• Exercise details: Each line in the listing below that contains "dead" should be returned.

• Records for the exercise:
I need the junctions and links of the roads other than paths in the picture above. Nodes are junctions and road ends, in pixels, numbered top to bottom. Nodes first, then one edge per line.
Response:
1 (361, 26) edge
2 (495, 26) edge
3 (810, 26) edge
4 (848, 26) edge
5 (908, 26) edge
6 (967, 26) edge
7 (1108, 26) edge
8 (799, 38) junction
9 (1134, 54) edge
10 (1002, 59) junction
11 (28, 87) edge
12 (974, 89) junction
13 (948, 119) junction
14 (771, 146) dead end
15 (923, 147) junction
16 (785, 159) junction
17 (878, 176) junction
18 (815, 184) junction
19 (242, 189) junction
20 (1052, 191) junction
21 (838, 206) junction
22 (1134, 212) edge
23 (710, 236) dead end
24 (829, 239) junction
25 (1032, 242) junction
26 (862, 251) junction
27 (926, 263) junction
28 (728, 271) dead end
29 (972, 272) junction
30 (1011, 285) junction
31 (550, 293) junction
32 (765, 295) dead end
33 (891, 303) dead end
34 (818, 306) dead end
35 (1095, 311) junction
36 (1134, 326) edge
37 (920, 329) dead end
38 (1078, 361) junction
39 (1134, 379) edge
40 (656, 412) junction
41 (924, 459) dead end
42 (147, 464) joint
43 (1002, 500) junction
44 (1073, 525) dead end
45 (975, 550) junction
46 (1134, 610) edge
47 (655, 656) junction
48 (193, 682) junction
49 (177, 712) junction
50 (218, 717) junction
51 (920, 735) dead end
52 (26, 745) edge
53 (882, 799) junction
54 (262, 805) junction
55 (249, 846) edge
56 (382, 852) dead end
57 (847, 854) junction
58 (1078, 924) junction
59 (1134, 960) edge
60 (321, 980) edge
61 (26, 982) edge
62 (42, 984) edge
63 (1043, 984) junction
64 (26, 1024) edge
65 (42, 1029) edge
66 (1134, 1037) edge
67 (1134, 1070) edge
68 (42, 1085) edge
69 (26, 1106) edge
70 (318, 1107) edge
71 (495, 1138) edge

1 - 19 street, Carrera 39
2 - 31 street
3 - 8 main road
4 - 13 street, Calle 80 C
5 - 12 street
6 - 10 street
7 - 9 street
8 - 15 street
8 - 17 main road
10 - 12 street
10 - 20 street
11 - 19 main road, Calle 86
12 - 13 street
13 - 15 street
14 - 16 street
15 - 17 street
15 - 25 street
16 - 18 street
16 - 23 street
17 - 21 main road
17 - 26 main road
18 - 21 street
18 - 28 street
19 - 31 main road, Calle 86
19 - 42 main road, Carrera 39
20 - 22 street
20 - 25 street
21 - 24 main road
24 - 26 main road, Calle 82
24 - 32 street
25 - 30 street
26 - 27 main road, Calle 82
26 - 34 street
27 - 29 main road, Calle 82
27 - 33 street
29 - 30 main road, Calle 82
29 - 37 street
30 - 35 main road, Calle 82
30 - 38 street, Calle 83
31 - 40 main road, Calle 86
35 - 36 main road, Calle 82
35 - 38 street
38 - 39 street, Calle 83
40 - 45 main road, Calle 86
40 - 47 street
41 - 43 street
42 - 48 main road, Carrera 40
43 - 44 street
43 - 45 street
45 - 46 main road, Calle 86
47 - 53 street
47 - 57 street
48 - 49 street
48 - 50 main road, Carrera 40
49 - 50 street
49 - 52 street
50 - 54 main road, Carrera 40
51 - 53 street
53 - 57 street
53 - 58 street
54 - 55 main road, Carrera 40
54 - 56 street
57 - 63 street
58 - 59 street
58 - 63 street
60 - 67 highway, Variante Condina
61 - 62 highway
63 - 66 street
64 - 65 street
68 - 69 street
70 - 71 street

• Task output:
14 (771, 146) dead end
23 (710, 236) dead end
28 (728, 271) dead end
32 (765, 295) dead end
33 (891, 303) dead end
34 (818, 306) dead end
37 (920, 329) dead end
41 (924, 459) dead end
44 (1073, 525) dead end
51 (920, 735) dead end
56 (382, 852) dead end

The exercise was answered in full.